What is being asked ->
When a line of the records below contains the string "Moncor", copy that whole line.

Provided entries ->
--
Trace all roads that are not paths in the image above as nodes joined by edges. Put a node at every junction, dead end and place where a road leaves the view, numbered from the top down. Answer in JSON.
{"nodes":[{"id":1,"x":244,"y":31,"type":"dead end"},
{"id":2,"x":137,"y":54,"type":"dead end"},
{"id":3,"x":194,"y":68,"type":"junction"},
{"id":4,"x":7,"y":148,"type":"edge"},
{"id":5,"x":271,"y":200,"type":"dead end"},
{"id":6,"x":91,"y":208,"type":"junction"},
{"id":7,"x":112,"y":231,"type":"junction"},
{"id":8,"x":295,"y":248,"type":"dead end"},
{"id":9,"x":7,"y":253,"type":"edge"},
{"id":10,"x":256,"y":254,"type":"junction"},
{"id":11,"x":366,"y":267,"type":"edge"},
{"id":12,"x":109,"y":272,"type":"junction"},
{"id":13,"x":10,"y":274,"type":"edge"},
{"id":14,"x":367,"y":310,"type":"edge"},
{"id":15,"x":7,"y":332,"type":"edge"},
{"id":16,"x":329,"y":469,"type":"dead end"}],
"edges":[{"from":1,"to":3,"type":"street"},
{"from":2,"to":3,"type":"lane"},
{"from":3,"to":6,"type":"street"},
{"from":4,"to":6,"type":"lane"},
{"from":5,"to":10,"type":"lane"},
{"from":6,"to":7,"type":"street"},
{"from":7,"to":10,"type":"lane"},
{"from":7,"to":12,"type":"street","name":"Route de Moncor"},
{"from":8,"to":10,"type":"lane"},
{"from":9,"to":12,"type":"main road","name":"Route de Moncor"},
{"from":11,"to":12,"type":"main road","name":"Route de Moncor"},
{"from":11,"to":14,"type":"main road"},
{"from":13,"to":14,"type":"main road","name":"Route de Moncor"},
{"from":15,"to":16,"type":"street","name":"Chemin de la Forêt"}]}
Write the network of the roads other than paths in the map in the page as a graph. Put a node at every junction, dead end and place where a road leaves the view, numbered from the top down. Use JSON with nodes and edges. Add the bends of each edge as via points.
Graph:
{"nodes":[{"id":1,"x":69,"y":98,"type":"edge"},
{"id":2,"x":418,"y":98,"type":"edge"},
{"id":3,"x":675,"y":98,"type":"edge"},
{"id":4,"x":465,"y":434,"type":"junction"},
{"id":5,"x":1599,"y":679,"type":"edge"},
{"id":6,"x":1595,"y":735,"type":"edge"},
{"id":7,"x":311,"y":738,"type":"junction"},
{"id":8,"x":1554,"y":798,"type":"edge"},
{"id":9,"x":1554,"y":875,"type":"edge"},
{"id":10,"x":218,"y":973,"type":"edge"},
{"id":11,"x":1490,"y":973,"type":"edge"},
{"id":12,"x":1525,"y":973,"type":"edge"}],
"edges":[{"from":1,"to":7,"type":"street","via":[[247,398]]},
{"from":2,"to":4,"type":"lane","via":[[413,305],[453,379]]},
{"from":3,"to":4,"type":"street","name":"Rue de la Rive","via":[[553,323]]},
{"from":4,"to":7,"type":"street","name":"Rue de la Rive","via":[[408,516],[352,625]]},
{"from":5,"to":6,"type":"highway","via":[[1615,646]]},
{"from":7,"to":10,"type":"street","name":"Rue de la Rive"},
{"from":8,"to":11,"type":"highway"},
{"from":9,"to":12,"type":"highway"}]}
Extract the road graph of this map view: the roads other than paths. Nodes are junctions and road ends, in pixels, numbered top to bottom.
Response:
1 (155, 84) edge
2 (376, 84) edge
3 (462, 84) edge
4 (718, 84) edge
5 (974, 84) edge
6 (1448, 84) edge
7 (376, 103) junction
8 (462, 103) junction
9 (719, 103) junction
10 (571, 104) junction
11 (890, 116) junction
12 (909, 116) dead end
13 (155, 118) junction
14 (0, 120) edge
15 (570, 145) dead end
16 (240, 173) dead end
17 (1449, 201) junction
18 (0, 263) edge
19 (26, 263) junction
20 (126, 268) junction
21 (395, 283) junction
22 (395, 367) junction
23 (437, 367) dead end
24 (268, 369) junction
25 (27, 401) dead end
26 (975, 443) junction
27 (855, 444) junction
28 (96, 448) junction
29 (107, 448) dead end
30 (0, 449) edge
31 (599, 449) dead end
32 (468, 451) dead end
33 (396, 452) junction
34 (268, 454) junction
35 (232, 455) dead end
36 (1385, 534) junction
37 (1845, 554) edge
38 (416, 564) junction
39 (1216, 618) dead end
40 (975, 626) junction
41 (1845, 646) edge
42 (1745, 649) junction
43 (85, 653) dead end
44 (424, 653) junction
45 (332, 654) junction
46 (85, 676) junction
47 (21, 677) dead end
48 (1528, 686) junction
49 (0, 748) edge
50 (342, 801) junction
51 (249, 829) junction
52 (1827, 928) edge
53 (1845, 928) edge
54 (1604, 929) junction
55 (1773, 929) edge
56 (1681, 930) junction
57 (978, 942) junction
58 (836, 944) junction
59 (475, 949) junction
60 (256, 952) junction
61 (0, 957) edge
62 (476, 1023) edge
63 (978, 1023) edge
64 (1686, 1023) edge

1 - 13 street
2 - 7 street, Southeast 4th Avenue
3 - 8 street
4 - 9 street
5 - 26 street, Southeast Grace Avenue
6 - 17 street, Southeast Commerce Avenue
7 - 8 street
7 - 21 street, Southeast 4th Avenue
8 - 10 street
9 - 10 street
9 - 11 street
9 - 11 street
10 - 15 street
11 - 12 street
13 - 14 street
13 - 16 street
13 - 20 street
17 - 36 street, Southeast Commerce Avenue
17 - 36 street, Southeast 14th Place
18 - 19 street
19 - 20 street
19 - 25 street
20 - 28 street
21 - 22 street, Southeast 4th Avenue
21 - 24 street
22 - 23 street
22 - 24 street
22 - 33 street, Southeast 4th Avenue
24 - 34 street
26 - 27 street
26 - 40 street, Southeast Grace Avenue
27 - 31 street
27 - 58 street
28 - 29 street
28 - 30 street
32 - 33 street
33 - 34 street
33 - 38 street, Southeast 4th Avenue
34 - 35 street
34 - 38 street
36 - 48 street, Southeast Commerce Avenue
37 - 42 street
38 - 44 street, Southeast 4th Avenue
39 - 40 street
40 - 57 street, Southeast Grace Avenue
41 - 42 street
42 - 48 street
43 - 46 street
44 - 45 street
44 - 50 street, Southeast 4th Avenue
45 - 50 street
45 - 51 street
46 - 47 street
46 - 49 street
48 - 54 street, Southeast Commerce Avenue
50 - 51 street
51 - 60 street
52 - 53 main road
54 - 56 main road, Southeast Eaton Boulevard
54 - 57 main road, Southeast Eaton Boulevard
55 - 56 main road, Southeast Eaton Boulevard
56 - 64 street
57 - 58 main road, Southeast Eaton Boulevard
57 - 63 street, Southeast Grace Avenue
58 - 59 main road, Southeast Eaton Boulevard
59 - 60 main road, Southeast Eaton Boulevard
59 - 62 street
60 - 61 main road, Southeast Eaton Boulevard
--
The completed task ->
{"from":7,"to":12,"type":"street","name":"Route de Moncor"},
{"from":9,"to":12,"type":"main road","name":"Route de Moncor"},
{"from":11,"to":12,"type":"main road","name":"Route de Moncor"},
{"from":13,"to":14,"type":"main road","name":"Route de Moncor"},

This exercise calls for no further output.